The planning officer said that the environmental health team had developed a detailed management plan to ensure a suitable degree of mitigation of the dust including cutting building materials to the south of the site away from the school.
The officer said that recommendation of the planning permission was only on the condition that the developer signed up to the environmental health plan.
The old grammar school gatehouse is also due to be demolished
Pedestrian footpath into Days Park
It was also revealed that the developer had agreed to make a pedestrian footpath into Days Park from the south east corner of the development and would also provide an opening at the north east corner of the site, if the town council wanted to put in a footpath to Ulwell Road.
While not mentioned in the discussions, this would also provide residents of the new housing estate with a quick and safe route to the nearest bus stop.
Nearby Washpond Lane has no pavements and the national speed limit of 60 mph applies
Councillor Bill Trite raised a number of points
Councillor Bill Trite who represents Swanage on Dorset Council and is a member of the planning committee raised a number of points.
He said he did not believe that a 1.8 metre fence was sufficient between the site and the school as residents would be able to see into the playground from first floor windows.
He also called for a site visit for the councillors to understand the safety issues of children walking down narrow Washpond Lane with no pavements. He said that with more homes and therefore more cars in close proximity it was a potentially dangerous situation.
Artist impression of the new housing
Affordable housing guarantee
Councillor David Tooke raised the issue of whether the developer could go back on its commitment to provide affordable housing after planning permission was granted, as in other places like the old St Mary’s School development in Swanage. He asked:
“How concerned are we that the sums in this case add up and there is very little danger of the developer coming back and being unable to afford to put the affordable housing in place, as that would be a great shame?”
The planning officer said there were no guarantees but the developer had not raised the issue of viability and the number of affordable homes had already been reduced to a third of the total site as opposed to 50 percent to take into account the demolition costs of the old grammar school.
The site is in an Area of Outstanding Natural Beauty
Environmentally friendly measures
Councillor Beryl Ezzard raised her concerns about the lack of any environmentally friendly measures like solar tiles, rainwater harvesting and bee bricks. Officers said that there was a biodiversity mitigation plan that had to be implemented as a condition of the planning, that included many measures including a new bat roost as there were bats in the old building.
Another issue was the green open space to the south east corner of the site, which it was revealed was part of the drainage scheme and while it would be dry during the summer it could have up to 1.3 metres of water in it during periods of heavy rainfall.
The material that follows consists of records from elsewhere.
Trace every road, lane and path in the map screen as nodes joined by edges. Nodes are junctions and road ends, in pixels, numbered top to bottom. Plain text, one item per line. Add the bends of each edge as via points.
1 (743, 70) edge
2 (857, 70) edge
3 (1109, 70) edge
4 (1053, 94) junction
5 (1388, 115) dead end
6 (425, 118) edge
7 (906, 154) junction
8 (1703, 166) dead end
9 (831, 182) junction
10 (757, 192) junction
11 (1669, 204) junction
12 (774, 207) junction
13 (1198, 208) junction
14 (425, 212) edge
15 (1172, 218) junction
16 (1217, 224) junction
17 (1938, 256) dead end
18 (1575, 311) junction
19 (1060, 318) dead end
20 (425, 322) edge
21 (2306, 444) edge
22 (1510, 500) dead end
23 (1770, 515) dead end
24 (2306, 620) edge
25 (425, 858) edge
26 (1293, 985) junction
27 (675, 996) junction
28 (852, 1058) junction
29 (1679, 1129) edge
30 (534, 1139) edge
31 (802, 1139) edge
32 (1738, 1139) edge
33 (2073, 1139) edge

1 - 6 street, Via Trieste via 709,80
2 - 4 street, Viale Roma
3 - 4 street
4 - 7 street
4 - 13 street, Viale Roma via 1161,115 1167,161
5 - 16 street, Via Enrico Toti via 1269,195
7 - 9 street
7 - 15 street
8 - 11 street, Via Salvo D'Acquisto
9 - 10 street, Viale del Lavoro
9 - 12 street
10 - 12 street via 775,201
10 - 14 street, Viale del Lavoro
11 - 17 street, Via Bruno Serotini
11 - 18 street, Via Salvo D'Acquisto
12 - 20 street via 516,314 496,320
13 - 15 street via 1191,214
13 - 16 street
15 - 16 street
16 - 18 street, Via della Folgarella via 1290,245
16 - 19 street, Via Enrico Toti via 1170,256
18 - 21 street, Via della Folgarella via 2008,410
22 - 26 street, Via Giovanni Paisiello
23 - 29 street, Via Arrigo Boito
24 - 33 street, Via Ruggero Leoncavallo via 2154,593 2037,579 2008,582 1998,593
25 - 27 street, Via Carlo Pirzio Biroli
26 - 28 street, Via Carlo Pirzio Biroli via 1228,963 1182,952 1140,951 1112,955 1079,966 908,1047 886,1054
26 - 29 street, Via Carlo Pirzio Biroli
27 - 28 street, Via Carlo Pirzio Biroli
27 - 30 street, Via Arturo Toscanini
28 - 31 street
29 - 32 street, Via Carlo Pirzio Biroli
Safety concerns were raised about effectively having a pond on the development.
Parents at St Mary’s pre-school are concerned about the impact of noise and dust from the construction site
Permission granted subject to conditions
In the end the councillors decided against a site visit and decided that the issues of Washpond Lane would have to be taken up by the highways department. However they did decide to add extra conditions to the planning permission.
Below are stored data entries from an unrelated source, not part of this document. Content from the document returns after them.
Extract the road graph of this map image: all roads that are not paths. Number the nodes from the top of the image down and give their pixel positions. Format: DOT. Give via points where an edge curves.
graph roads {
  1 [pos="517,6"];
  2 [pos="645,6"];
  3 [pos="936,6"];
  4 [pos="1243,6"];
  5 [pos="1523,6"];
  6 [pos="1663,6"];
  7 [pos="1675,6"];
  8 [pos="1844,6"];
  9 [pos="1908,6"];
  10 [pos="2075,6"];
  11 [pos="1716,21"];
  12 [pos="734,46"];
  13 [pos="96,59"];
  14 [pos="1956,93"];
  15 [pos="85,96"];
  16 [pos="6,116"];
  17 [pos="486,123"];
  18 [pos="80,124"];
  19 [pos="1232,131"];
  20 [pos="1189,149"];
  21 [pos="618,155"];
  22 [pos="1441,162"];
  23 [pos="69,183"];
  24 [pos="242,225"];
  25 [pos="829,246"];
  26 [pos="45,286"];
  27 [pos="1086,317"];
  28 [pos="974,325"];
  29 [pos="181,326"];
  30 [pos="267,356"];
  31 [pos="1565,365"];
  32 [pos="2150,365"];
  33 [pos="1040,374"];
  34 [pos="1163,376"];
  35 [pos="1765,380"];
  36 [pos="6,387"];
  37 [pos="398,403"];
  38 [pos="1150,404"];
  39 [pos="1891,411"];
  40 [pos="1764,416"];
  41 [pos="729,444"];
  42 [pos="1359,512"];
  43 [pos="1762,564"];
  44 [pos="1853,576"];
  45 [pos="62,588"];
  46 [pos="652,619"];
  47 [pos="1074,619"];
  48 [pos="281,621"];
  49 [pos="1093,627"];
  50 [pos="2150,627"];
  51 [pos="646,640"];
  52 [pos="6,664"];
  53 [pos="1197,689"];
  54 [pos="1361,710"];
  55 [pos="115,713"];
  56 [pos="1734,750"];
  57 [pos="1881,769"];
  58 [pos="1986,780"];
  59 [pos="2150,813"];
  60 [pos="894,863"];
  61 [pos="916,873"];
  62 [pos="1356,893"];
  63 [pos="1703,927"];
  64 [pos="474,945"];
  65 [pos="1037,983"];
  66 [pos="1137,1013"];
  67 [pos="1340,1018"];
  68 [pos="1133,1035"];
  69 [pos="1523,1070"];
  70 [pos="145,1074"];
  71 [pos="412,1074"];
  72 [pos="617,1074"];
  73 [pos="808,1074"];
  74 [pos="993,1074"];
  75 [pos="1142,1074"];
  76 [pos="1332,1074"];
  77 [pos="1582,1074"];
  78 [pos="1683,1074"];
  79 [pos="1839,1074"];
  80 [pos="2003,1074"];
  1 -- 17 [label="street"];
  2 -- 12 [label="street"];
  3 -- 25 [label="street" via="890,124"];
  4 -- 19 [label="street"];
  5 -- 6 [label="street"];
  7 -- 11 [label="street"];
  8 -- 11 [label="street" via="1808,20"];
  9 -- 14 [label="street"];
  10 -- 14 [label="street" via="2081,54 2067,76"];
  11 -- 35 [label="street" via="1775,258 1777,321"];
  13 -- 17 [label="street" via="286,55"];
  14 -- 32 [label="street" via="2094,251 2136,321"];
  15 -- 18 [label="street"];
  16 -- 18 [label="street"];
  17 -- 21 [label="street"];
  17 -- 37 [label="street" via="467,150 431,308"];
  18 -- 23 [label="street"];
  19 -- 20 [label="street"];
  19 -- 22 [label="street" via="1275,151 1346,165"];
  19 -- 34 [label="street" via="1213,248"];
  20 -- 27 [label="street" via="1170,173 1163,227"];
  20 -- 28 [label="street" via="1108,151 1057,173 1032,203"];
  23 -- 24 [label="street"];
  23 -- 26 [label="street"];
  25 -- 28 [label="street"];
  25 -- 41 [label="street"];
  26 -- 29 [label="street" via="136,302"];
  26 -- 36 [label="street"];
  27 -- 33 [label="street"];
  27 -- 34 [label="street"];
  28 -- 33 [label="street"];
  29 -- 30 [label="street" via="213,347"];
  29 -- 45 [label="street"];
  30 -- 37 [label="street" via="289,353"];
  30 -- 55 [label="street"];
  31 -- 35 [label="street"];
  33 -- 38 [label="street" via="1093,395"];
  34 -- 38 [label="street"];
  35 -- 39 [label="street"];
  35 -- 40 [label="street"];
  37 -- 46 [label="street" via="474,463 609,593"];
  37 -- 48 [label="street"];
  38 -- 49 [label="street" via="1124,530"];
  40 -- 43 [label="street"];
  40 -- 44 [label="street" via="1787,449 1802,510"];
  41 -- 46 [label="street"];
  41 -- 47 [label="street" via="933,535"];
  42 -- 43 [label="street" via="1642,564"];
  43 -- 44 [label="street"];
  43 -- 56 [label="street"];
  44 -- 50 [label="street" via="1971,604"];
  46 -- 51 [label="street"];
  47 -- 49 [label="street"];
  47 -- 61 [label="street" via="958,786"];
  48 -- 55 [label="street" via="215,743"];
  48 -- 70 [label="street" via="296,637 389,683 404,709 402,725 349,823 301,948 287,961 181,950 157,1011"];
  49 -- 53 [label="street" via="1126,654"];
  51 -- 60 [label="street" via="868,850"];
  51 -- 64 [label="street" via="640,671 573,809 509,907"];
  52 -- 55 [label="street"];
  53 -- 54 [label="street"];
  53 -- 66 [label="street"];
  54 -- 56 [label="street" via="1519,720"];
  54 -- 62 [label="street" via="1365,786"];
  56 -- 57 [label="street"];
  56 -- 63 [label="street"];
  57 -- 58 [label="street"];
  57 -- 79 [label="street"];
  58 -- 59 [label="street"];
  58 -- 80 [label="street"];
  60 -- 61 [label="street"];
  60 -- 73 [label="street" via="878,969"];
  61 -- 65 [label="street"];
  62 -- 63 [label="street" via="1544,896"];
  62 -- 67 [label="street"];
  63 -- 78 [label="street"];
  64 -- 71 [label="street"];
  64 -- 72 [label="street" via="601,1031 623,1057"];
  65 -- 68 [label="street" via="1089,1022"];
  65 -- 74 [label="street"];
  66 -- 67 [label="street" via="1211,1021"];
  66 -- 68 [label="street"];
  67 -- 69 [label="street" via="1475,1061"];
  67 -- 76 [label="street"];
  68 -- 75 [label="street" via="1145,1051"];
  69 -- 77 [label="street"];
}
The first was to install a suitable screen to increase the height of the fence between the site and the school during construction to mitigate dust particles.
The second was to provide suitable safety fencing around the open ground that would be a pond during times of heavy rainfall.
Councillors then voted by a majority in favour of granting planning permission on the basis that all conditions were compiled with and the affordable housing was secured. The vote was five in favour with two abstentions.